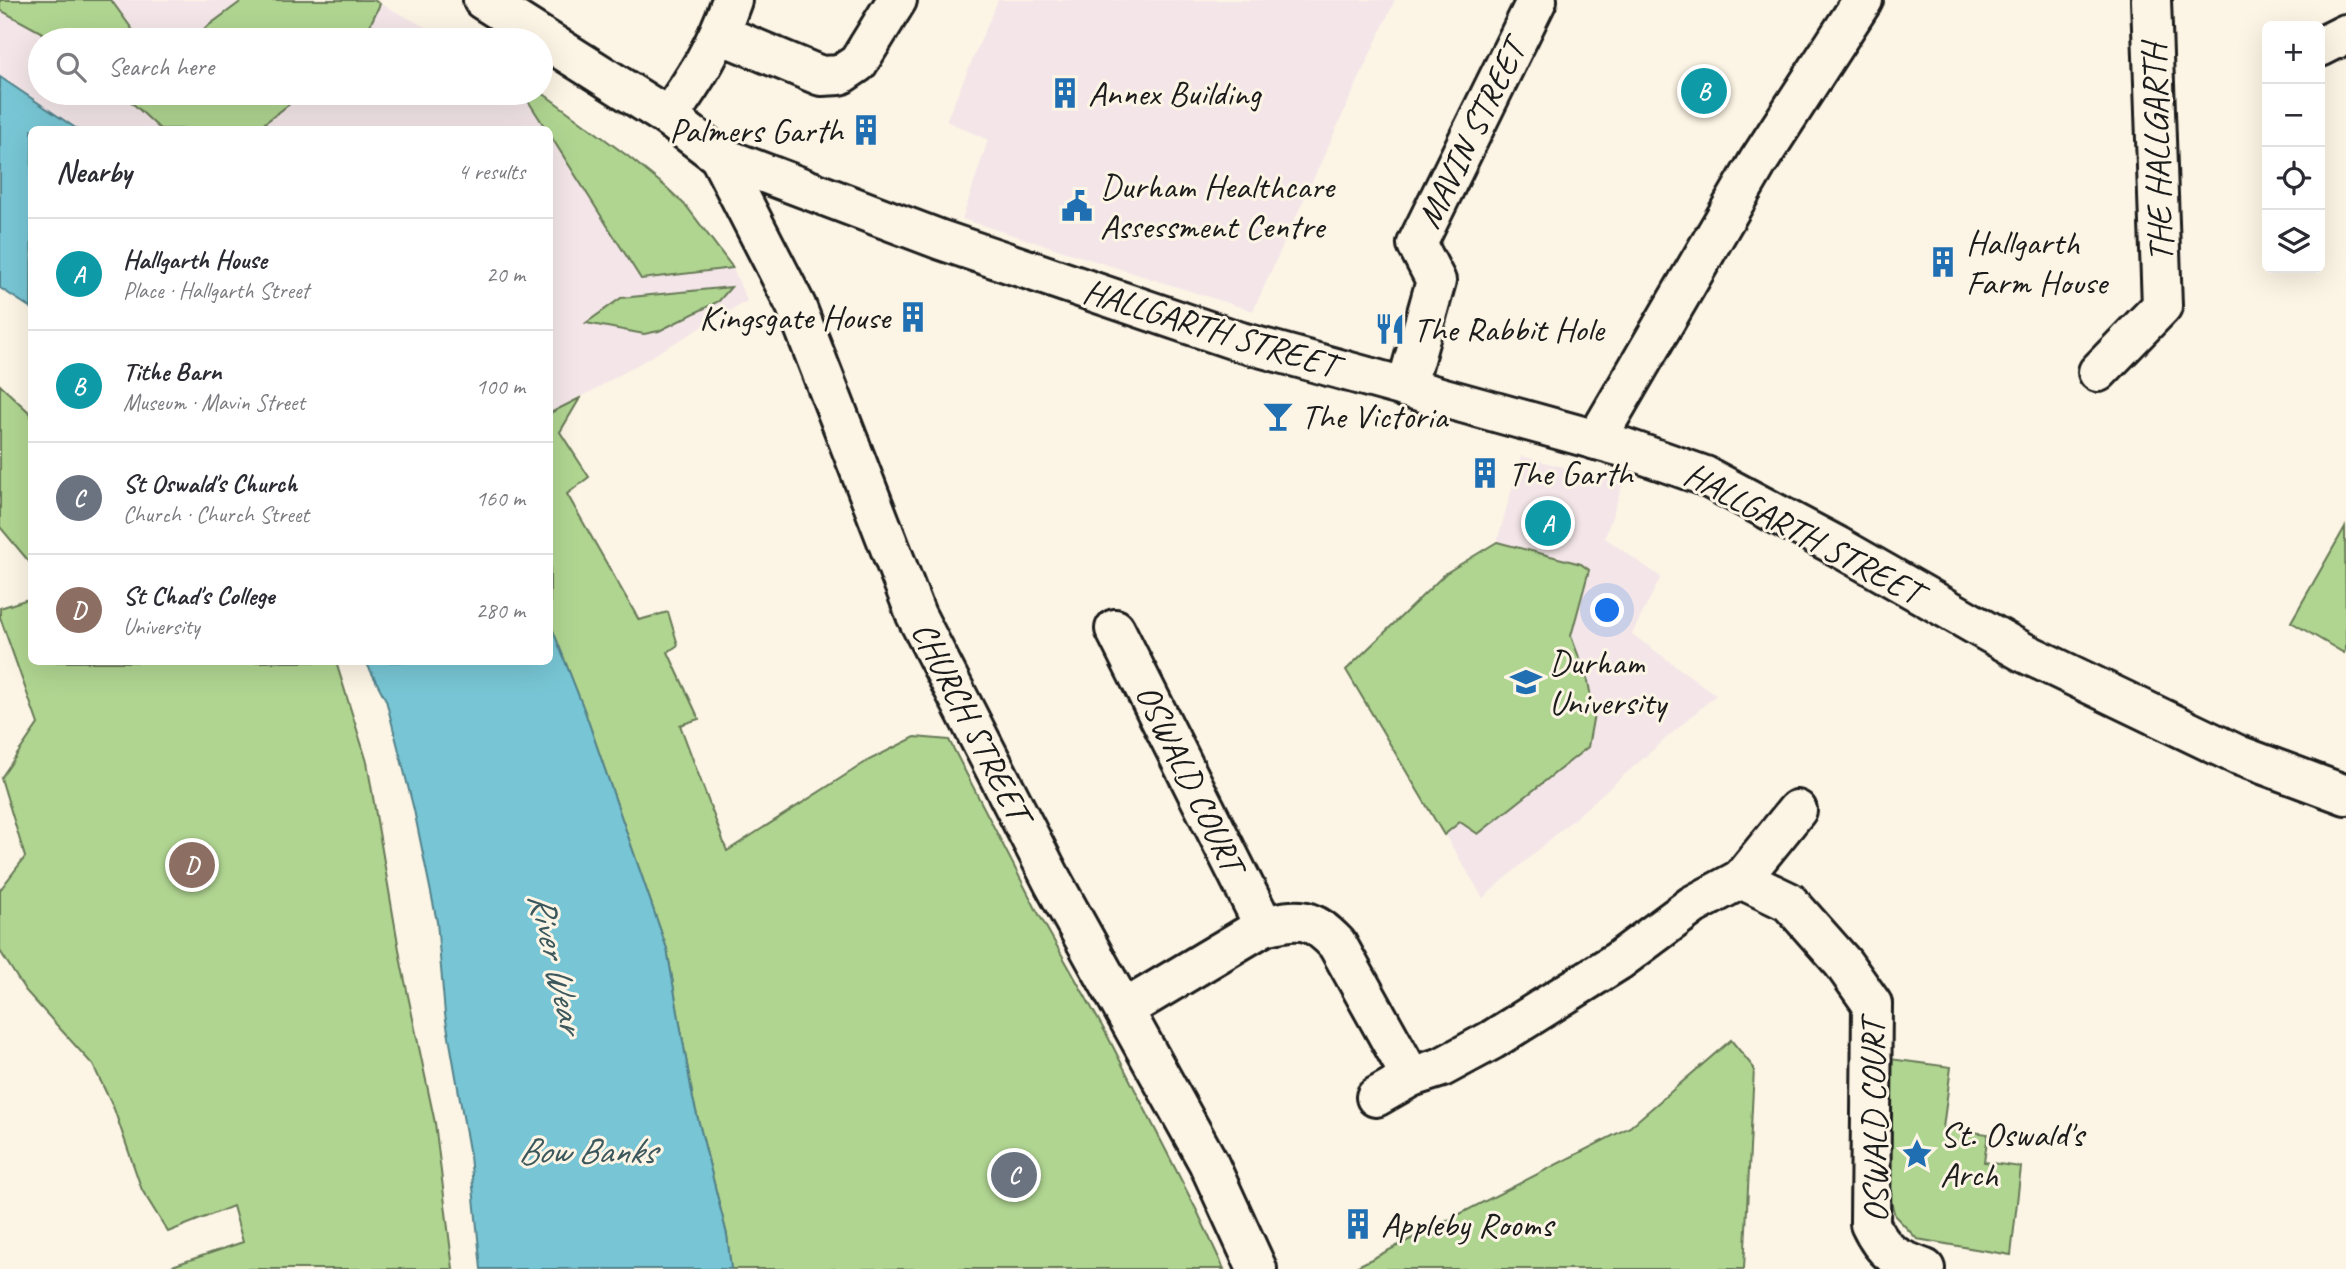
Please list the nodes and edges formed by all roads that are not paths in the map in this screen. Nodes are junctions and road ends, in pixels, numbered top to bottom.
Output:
1 (483, 0) edge
2 (897, 0) edge
3 (1538, 0) edge
4 (1863, 0) edge
5 (2151, 0) edge
6 (726, 17) edge
7 (527, 28) edge
8 (2346, 34) edge
9 (553, 44) edge
10 (2325, 44) edge
11 (668, 117) junction
12 (719, 156) junction
13 (2098, 372) dead end
14 (1406, 388) junction
15 (1596, 440) junction
16 (1115, 629) dead end
17 (2346, 795) edge
18 (1797, 810) dead end
19 (1741, 879) junction
20 (1264, 926) junction
21 (1125, 1009) junction
22 (1411, 1077) junction
23 (1376, 1097) dead end
24 (1257, 1269) edge
25 (1925, 1269) edge

1 - 7 street
2 - 6 street
3 - 14 street, MAVIN STREET
4 - 15 street
5 - 13 street, THE HALLGARTH
6 - 11 street
8 - 10 street
9 - 11 street
11 - 12 street
12 - 14 street, HALLGARTH STREET
12 - 21 street, CHURCH STREET
14 - 15 street, HALLGARTH STREET
15 - 17 street, HALLGARTH STREET
16 - 20 street, OSWALD COURT
18 - 19 street
19 - 22 street
19 - 25 street, OSWALD COURT
20 - 21 street
20 - 22 street
21 - 24 street, CHURCH STREET
22 - 23 street

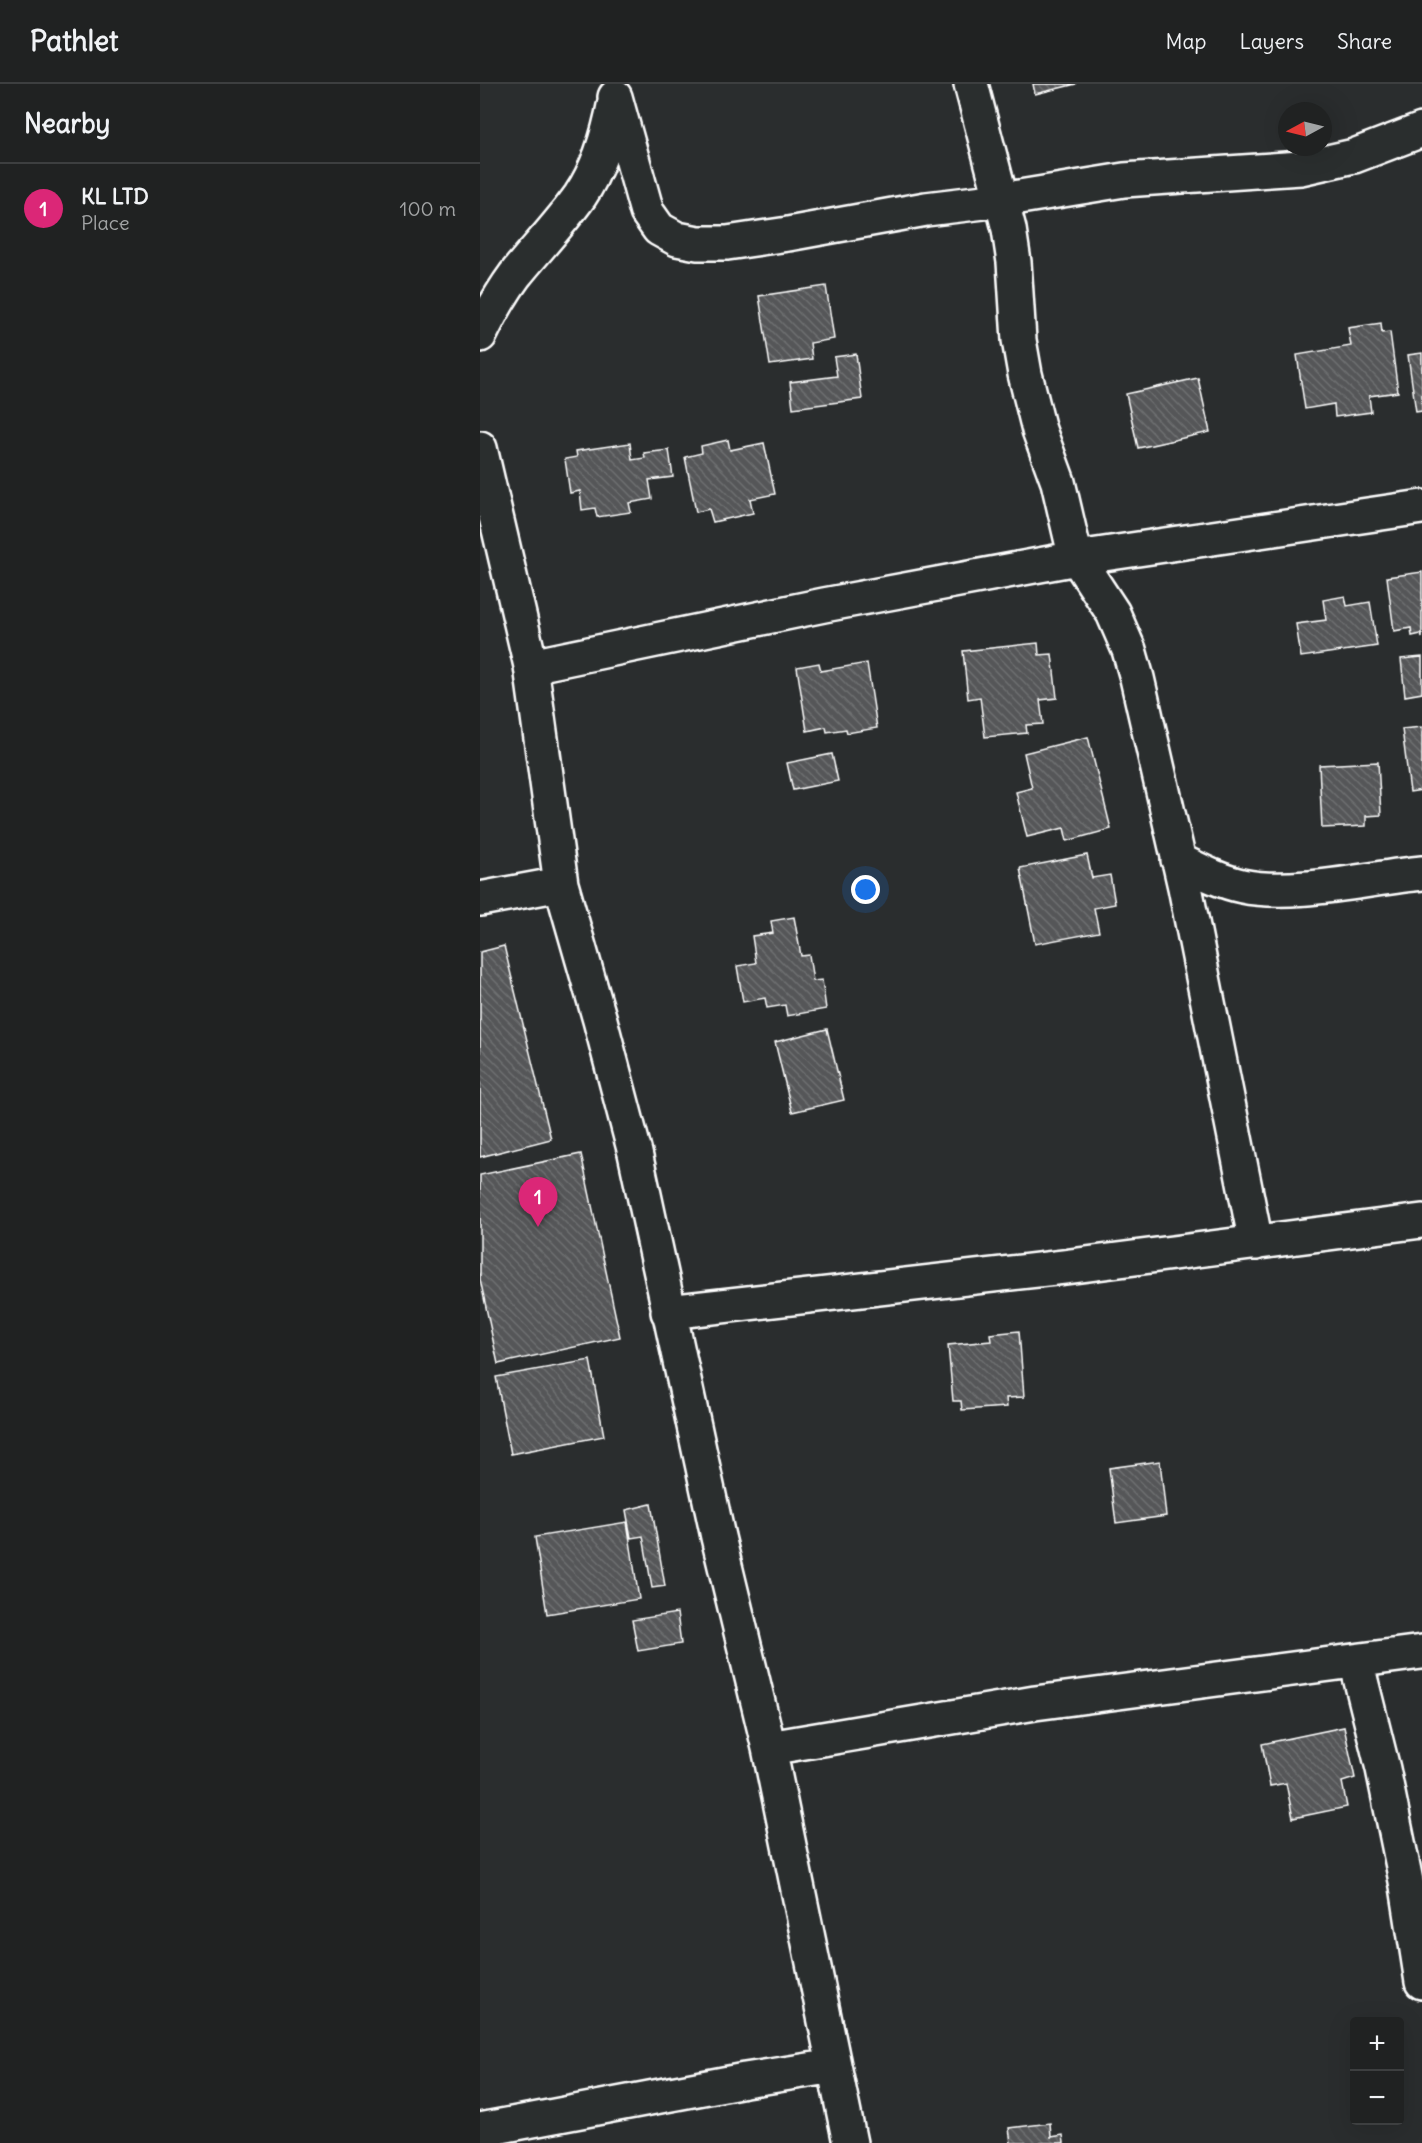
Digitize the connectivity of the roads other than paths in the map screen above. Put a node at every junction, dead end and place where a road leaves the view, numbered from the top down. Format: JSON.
{"nodes":[{"id":1,"x":971,"y":84,"type":"edge"},
{"id":2,"x":616,"y":91,"type":"edge"},
{"id":3,"x":1422,"y":130,"type":"edge"},
{"id":4,"x":1001,"y":200,"type":"junction"},
{"id":5,"x":480,"y":335,"type":"edge"},
{"id":6,"x":480,"y":448,"type":"edge"},
{"id":7,"x":1422,"y":507,"type":"edge"},
{"id":8,"x":1077,"y":558,"type":"junction"},
{"id":9,"x":531,"y":666,"type":"junction"},
{"id":10,"x":1178,"y":860,"type":"junction"},
{"id":11,"x":1422,"y":873,"type":"edge"},
{"id":12,"x":561,"y":884,"type":"junction"},
{"id":13,"x":480,"y":899,"type":"edge"},
{"id":14,"x":1422,"y":1221,"type":"edge"},
{"id":15,"x":1256,"y":1243,"type":"junction"},
{"id":16,"x":668,"y":1312,"type":"junction"},
{"id":17,"x":1422,"y":1652,"type":"edge"},
{"id":18,"x":1356,"y":1661,"type":"junction"},
{"id":19,"x":770,"y":1748,"type":"junction"},
{"id":20,"x":1422,"y":1982,"type":"edge"},
{"id":21,"x":834,"y":2066,"type":"junction"},
{"id":22,"x":480,"y":2130,"type":"edge"},
{"id":23,"x":850,"y":2143,"type":"edge"}],
"edges":[{"from":1,"to":4,"type":"street"},
{"from":2,"to":4,"type":"street"},
{"from":2,"to":5,"type":"street"},
{"from":3,"to":4,"type":"street"},
{"from":4,"to":8,"type":"street"},
{"from":6,"to":9,"type":"street"},
{"from":7,"to":8,"type":"street"},
{"from":8,"to":9,"type":"street"},
{"from":8,"to":10,"type":"street"},
{"from":9,"to":12,"type":"street"},
{"from":10,"to":11,"type":"street"},
{"from":10,"to":15,"type":"street"},
{"from":12,"to":13,"type":"street"},
{"from":12,"to":16,"type":"street"},
{"from":14,"to":15,"type":"street"},
{"from":15,"to":16,"type":"street"},
{"from":16,"to":19,"type":"street"},
{"from":17,"to":18,"type":"street"},
{"from":18,"to":19,"type":"street"},
{"from":18,"to":20,"type":"street"},
{"from":19,"to":21,"type":"street"},
{"from":21,"to":22,"type":"street"},
{"from":21,"to":23,"type":"street"}]}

What you should do
Each line of the data that includes "COURT" should be copied.

Answer area
16 - 20 street, OSWALD COURT
19 - 25 street, OSWALD COURT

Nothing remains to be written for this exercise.